First, let’s install the package .
create.polygonal basis
to create a basis of (piecewise linear) spline coefficients over the interval [0,1] with break points at 0, 0.5, and 1.library(fda)
polygonal = create.polygonal.basis(argvals=seq(0,1,0.5))
print(polygonal)
## $call
## basisfd(type = type, rangeval = rangeval, nbasis = nbasis, params = argvals,
## dropind = dropind, quadvals = quadvals, values = values)
##
## $type
## [1] "polyg"
##
## $rangeval
## [1] 0 1
##
## $nbasis
## [1] 3
##
## $params
## [1] 0.0 0.5 1.0
##
## $dropind
## NULL
##
## $quadvals
## NULL
##
## $values
## list()
##
## $basisvalues
## list()
##
## $names
## [1] "polygon1" "polygon2" "polygon3"
##
## attr(,"class")
## [1] "basisfd"
plot(polygonal)
-Polynomial splines are functions joined together smoothly at knots or breaks. The two outside knots define the range of the time intervals.
-Between two knots, a polynomial spline is a polynomial of fixed degree \(K_2\).
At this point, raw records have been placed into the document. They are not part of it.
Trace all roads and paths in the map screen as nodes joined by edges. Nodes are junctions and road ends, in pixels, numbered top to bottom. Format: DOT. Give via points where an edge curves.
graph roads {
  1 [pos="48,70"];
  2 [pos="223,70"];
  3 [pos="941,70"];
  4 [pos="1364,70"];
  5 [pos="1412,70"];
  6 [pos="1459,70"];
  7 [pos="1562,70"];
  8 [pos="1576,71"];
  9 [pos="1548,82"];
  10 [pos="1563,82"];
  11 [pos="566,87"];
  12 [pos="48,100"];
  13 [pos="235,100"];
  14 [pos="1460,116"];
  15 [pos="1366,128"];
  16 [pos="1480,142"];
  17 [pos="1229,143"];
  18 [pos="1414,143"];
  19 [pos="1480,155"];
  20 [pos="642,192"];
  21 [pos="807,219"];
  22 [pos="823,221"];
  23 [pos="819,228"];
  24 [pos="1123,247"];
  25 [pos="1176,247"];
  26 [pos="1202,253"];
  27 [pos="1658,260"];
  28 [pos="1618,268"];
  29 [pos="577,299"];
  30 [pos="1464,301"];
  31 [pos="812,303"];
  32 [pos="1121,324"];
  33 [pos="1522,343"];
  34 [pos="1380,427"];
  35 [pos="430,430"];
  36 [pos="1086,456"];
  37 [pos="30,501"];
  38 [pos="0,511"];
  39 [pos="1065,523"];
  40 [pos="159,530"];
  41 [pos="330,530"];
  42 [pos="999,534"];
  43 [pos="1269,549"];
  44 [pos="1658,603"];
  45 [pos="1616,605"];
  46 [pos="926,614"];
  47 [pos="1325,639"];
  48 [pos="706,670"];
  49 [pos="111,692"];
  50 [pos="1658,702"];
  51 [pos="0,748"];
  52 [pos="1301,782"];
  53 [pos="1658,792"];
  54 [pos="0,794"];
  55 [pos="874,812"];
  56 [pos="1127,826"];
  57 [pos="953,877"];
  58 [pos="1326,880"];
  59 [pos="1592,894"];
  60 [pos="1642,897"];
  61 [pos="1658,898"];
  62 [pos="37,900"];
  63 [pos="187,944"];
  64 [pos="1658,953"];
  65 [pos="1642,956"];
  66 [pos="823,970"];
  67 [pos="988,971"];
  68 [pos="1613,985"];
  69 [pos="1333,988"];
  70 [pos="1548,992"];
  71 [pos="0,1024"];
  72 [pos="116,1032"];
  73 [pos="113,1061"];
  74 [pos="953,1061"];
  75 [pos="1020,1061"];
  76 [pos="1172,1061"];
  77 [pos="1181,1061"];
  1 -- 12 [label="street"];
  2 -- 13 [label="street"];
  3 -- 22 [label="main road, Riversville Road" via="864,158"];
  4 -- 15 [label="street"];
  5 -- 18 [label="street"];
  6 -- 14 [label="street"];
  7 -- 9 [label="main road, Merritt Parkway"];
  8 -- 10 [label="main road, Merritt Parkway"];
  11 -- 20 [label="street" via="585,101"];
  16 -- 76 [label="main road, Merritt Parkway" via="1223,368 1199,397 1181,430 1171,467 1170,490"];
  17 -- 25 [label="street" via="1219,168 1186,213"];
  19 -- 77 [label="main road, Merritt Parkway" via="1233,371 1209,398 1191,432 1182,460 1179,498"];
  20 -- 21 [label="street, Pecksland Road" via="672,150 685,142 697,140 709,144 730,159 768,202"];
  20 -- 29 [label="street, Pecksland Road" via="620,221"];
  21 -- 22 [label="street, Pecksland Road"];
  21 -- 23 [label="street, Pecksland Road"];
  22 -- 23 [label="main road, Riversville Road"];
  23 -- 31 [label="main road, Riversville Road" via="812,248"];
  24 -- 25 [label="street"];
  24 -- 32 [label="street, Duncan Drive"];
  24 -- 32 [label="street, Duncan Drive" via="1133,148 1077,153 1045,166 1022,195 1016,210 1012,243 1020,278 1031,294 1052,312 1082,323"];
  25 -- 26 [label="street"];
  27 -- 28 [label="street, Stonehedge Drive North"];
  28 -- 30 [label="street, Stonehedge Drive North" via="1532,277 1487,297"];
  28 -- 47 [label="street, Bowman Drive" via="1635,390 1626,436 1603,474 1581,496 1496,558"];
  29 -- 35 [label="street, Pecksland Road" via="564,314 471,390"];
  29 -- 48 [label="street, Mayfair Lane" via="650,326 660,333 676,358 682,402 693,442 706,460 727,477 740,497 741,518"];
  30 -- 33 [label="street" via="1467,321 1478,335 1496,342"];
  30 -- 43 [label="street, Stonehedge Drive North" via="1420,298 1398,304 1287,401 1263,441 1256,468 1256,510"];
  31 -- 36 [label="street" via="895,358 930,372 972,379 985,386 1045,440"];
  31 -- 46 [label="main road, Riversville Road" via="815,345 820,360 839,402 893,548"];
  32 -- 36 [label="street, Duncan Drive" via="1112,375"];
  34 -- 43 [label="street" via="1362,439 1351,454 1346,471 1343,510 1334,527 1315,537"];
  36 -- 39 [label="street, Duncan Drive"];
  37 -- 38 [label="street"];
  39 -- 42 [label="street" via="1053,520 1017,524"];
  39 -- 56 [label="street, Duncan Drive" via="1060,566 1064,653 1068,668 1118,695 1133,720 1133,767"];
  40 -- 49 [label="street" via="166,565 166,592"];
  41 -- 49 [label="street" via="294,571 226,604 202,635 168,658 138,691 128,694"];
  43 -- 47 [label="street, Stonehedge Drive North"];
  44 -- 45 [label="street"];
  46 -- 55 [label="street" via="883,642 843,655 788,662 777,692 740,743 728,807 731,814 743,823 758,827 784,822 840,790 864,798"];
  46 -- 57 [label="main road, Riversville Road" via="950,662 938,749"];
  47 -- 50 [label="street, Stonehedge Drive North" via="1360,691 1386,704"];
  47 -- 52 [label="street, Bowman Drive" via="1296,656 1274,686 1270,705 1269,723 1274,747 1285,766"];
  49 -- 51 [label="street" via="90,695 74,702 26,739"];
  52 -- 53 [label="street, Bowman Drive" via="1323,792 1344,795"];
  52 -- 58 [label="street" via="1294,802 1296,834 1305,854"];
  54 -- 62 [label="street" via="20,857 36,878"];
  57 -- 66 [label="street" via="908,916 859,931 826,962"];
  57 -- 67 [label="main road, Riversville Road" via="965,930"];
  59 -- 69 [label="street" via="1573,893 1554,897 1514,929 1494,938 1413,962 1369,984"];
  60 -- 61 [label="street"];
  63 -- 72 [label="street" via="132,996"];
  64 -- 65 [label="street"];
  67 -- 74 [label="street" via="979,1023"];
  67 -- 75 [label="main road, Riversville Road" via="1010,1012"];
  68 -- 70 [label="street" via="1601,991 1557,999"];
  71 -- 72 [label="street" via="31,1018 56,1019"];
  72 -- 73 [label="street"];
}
But at an interior knot, two adjacent polynomials are required to match in the values of a fixed number of their derivatives, usually chosen to be \(K_2\)-1.
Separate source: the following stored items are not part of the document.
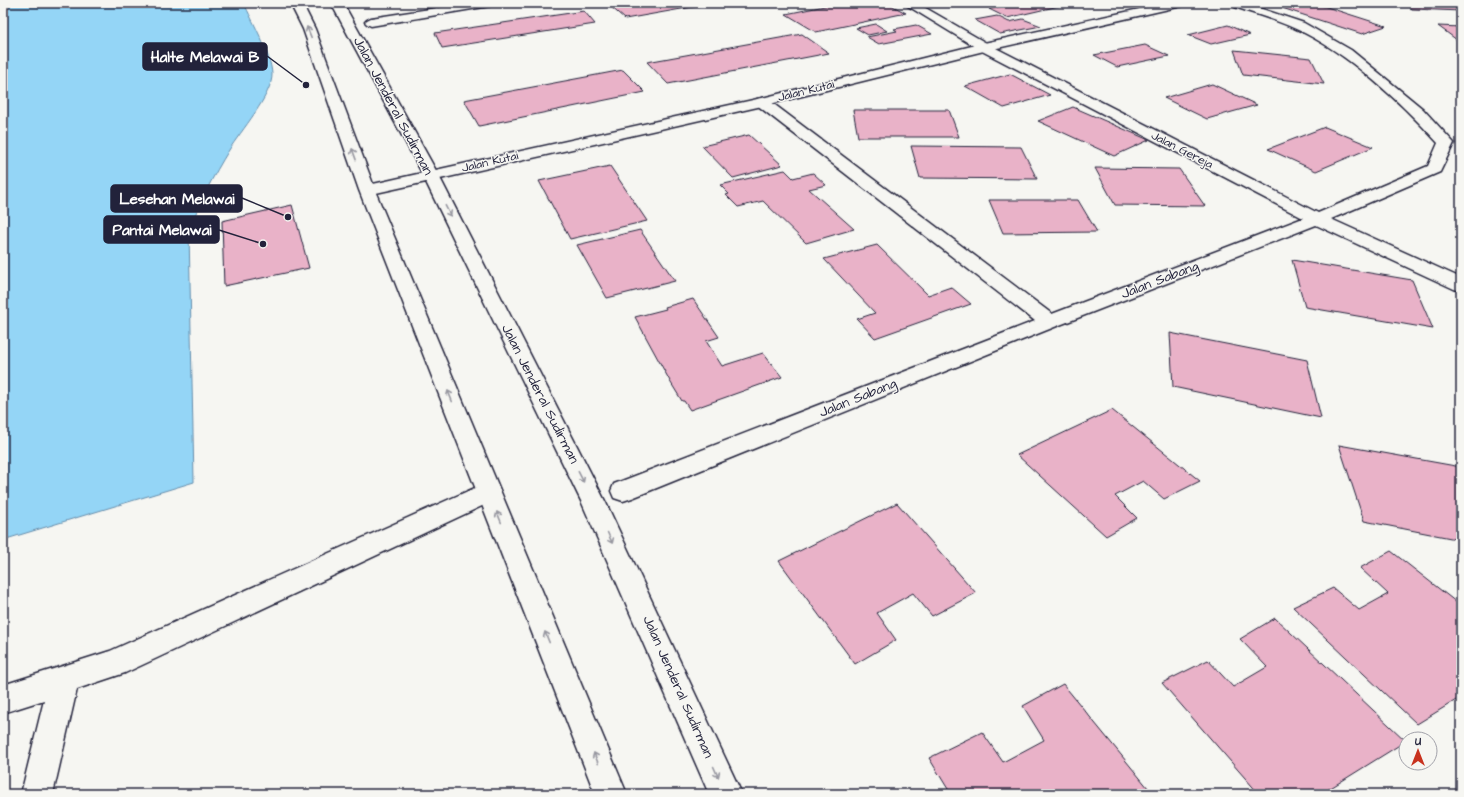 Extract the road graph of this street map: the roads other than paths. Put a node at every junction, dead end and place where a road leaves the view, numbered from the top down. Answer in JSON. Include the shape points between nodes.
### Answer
{"nodes":[{"id":1,"x":296,"y":3,"type":"edge"},
{"id":2,"x":337,"y":3,"type":"edge"},
{"id":3,"x":490,"y":3,"type":"edge"},
{"id":4,"x":910,"y":3,"type":"edge"},
{"id":5,"x":1182,"y":3,"type":"edge"},
{"id":6,"x":1239,"y":5,"type":"dead end"},
{"id":7,"x":370,"y":22,"type":"dead end"},
{"id":8,"x":984,"y":47,"type":"junction"},
{"id":9,"x":762,"y":102,"type":"junction"},
{"id":10,"x":431,"y":176,"type":"junction"},
{"id":11,"x":367,"y":190,"type":"junction"},
{"id":12,"x":1317,"y":219,"type":"junction"},
{"id":13,"x":1461,"y":284,"type":"edge"},
{"id":14,"x":1050,"y":322,"type":"junction"},
{"id":15,"x":623,"y":491,"type":"dead end"},
{"id":16,"x":488,"y":492,"type":"junction"},
{"id":17,"x":64,"y":680,"type":"junction"},
{"id":18,"x":3,"y":699,"type":"edge"},
{"id":19,"x":37,"y":794,"type":"edge"},
{"id":20,"x":611,"y":794,"type":"edge"},
{"id":21,"x":726,"y":794,"type":"edge"}],
"edges":[{"from":11,"to":1,"type":"main road","one_way":true,"via":[[309,29]]},
{"from":2,"to":10,"type":"main road","name":"Jalan Jenderal Sudirman"},
{"from":3,"to":7,"type":"main road"},
{"from":4,"to":8,"type":"main road","name":"Jalan Gereja"},
{"from":5,"to":8,"type":"main road","name":"Jalan Kutai"},
{"from":6,"to":12,"type":"main road","name":"Jalan Sabang","via":[[1300,26],[1347,54],[1418,112],[1446,143],[1434,169]]},
{"from":8,"to":9,"type":"main road","name":"Jalan Kutai"},
{"from":8,"to":12,"type":"main road","name":"Jalan Gereja"},
{"from":9,"to":10,"type":"main road","name":"Jalan Kutai"},
{"from":9,"to":14,"type":"main road"},
{"from":10,"to":11,"type":"main road","name":"Jalan Kutai"},
{"from":10,"to":21,"type":"main road","name":"Jalan Jenderal Sudirman","one_way":true,"via":[[594,503]]},
{"from":16,"to":11,"type":"main road","one_way":true},
{"from":12,"to":13,"type":"main road","name":"Jalan Gereja"},
{"from":12,"to":14,"type":"main road","name":"Jalan Sabang"},
{"from":14,"to":15,"type":"main road","name":"Jalan Sabang"},
{"from":16,"to":17,"type":"main road","via":[[116,663]]},
{"from":20,"to":16,"type":"main road","one_way":true},
{"from":17,"to":18,"type":"main road"},
{"from":17,"to":19,"type":"main road"}]} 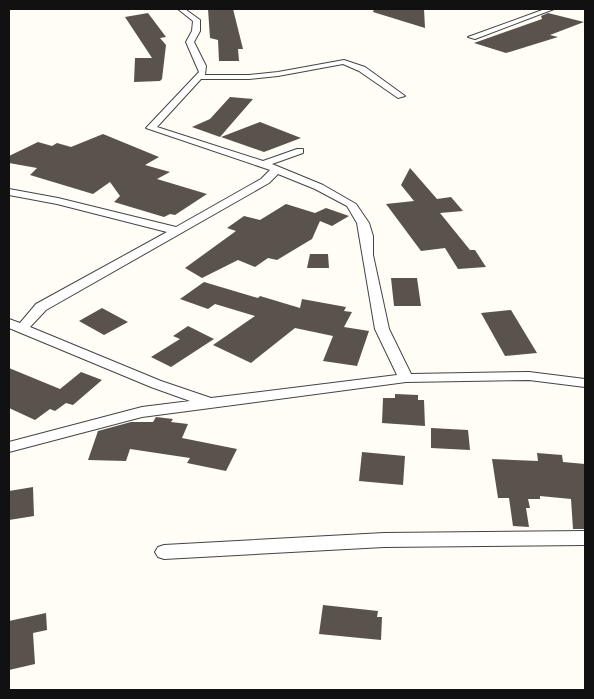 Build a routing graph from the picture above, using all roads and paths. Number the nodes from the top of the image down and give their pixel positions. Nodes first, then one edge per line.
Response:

#Load the Berkeley growth data set and extract height data
data(growth)
help('growth')
#The function "search()" allows us to check the packages we have loaded.
search()
## [1] ".GlobalEnv" "package:fda" "package:Matrix"
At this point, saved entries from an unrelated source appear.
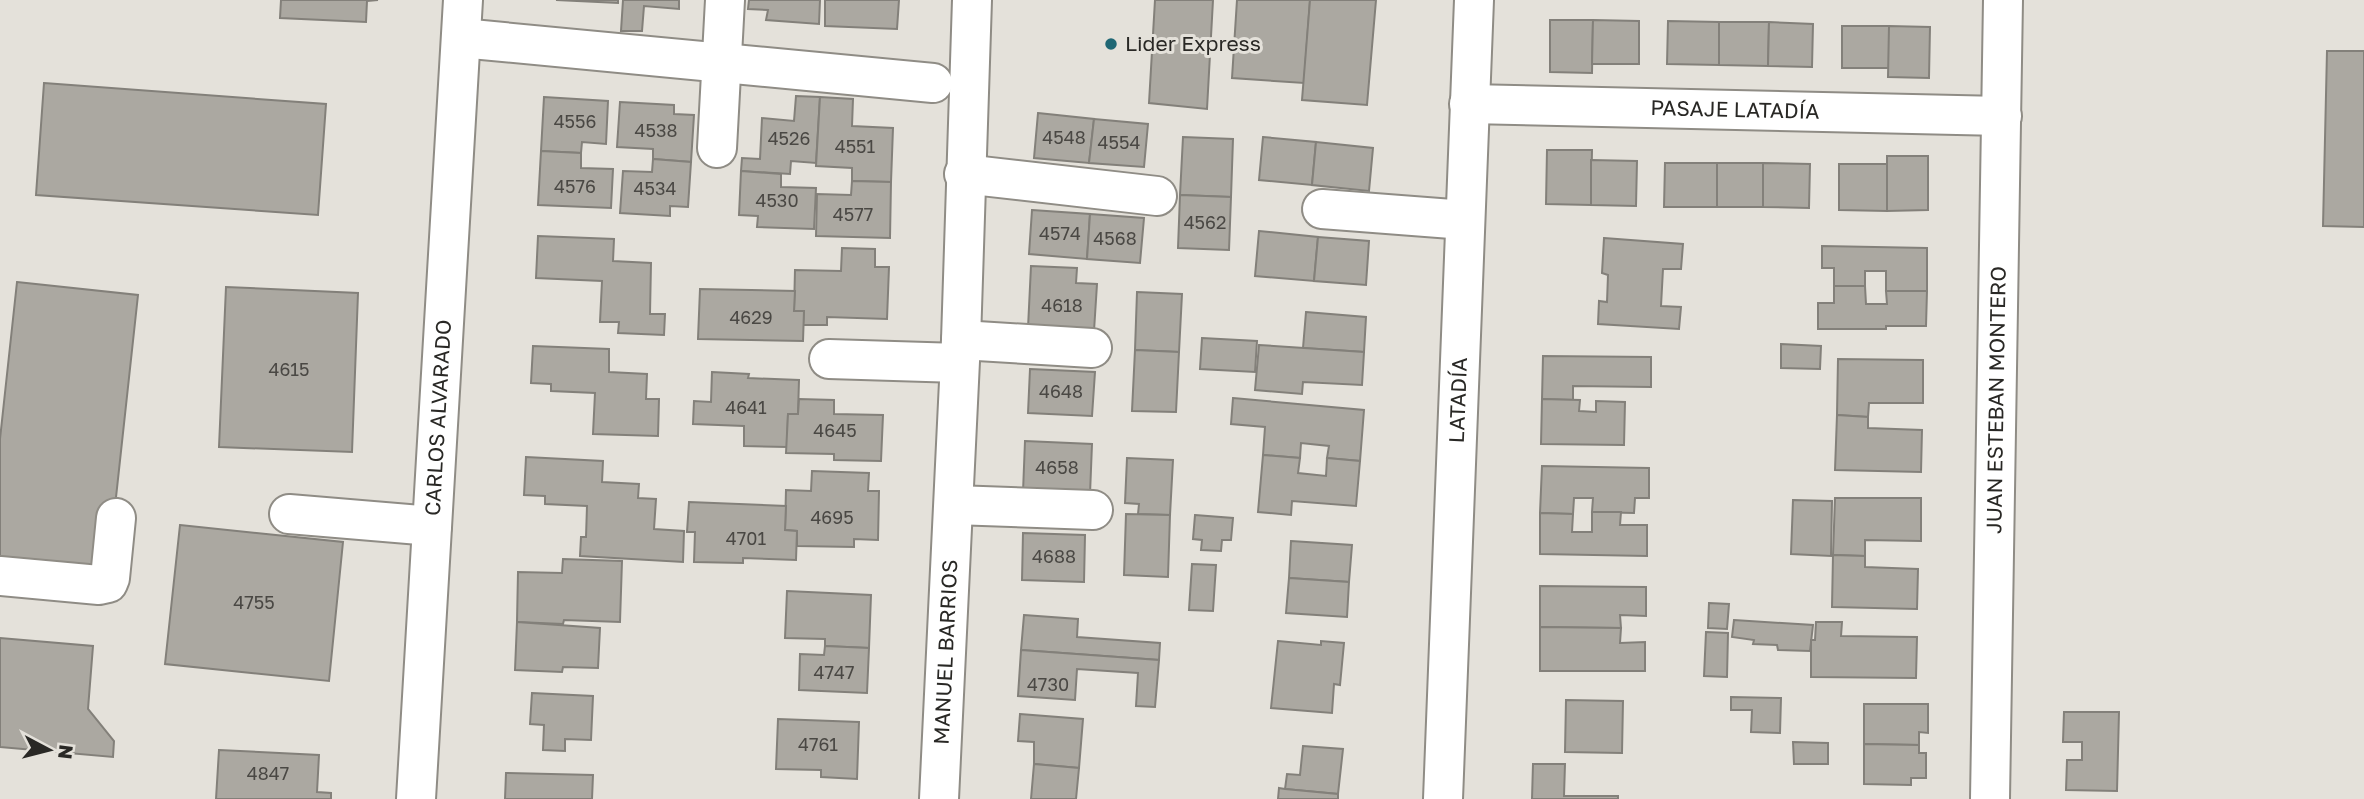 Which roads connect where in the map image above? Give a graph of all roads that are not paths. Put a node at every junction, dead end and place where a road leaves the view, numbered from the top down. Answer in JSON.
{"nodes":[{"id":1,"x":463,"y":0,"type":"edge"},
{"id":2,"x":725,"y":0,"type":"edge"},
{"id":3,"x":972,"y":0,"type":"edge"},
{"id":4,"x":1474,"y":0,"type":"edge"},
{"id":5,"x":2004,"y":0,"type":"edge"},
{"id":6,"x":461,"y":38,"type":"junction"},
{"id":7,"x":722,"y":64,"type":"junction"},
{"id":8,"x":933,"y":83,"type":"dead end"},
{"id":9,"x":1469,"y":104,"type":"junction"},
{"id":10,"x":2002,"y":116,"type":"junction"},
{"id":11,"x":717,"y":148,"type":"dead end"},
{"id":12,"x":964,"y":174,"type":"junction"},
{"id":13,"x":1157,"y":196,"type":"dead end"},
{"id":14,"x":1322,"y":209,"type":"dead end"},
{"id":15,"x":1465,"y":220,"type":"junction"},
{"id":16,"x":1093,"y":348,"type":"dead end"},
{"id":17,"x":960,"y":352,"type":"junction"},
{"id":18,"x":829,"y":359,"type":"dead end"},
{"id":19,"x":954,"y":505,"type":"junction"},
{"id":20,"x":1093,"y":510,"type":"dead end"},
{"id":21,"x":289,"y":514,"type":"dead end"},
{"id":22,"x":116,"y":518,"type":"dead end"},
{"id":23,"x":432,"y":526,"type":"junction"},
{"id":24,"x":0,"y":576,"type":"edge"},
{"id":25,"x":416,"y":799,"type":"edge"},
{"id":26,"x":939,"y":799,"type":"edge"},
{"id":27,"x":1443,"y":799,"type":"edge"},
{"id":28,"x":1990,"y":799,"type":"edge"}],
"edges":[{"from":1,"to":6,"type":"street","name":"CARLOS ALVARADO"},
{"from":2,"to":7,"type":"street"},
{"from":3,"to":12,"type":"street","name":"MANUEL BARRIOS"},
{"from":4,"to":9,"type":"street","name":"LATADÍA"},
{"from":5,"to":10,"type":"street","name":"JUAN ESTEBAN MONTERO"},
{"from":6,"to":7,"type":"street"},
{"from":6,"to":23,"type":"street","name":"CARLOS ALVARADO"},
{"from":7,"to":8,"type":"street"},
{"from":7,"to":11,"type":"street"},
{"from":9,"to":10,"type":"street","name":"PASAJE LATADÍA"},
{"from":9,"to":15,"type":"street","name":"LATADÍA"},
{"from":10,"to":28,"type":"street","name":"JUAN ESTEBAN MONTERO"},
{"from":12,"to":13,"type":"street"},
{"from":12,"to":17,"type":"street","name":"MANUEL BARRIOS"},
{"from":14,"to":15,"type":"street"},
{"from":15,"to":27,"type":"street","name":"LATADÍA"},
{"from":16,"to":17,"type":"street"},
{"from":17,"to":18,"type":"street"},
{"from":17,"to":19,"type":"street","name":"MANUEL BARRIOS"},
{"from":19,"to":20,"type":"street"},
{"from":19,"to":26,"type":"street","name":"MANUEL BARRIOS"},
{"from":21,"to":23,"type":"street"},
{"from":22,"to":24,"type":"street"},
{"from":23,"to":25,"type":"street","name":"CARLOS ALVARADO"}]}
## [4] "package:splines" "package:stats" "package:graphics"
## [7] "package:grDevices" "package:utils" "package:datasets"
## [10] "package:methods" "Autoloads" "package:base"
#:: specifies that we want to use the matplot function from the fda package
with(growth, fda::matplot(age, hgtf[, 1:10], type="b"))
#Number of subjects you want to show in plots.
#Note that the fda library requires that each
#participant's data occupies a separate column.
#So all participants in the data set have the
#same number of measurement occasions (number
#of rows).
n = dim(growth$hgtf)[2]
#Ages
age = c(seq(1, 2, 0.25), seq(3, 8, 1), seq(8.5, 18, 0.5))
# Range of observations
rng = c(1,18)
#Height of female participants
heightmat = growth$hgtf
#Set up polygonal basis functions with a single interior knot at age 14
polygonal <- create.polygonal.basis(argvals=c(0,14,18))
#Create a functional parameter object, i.e., an "object"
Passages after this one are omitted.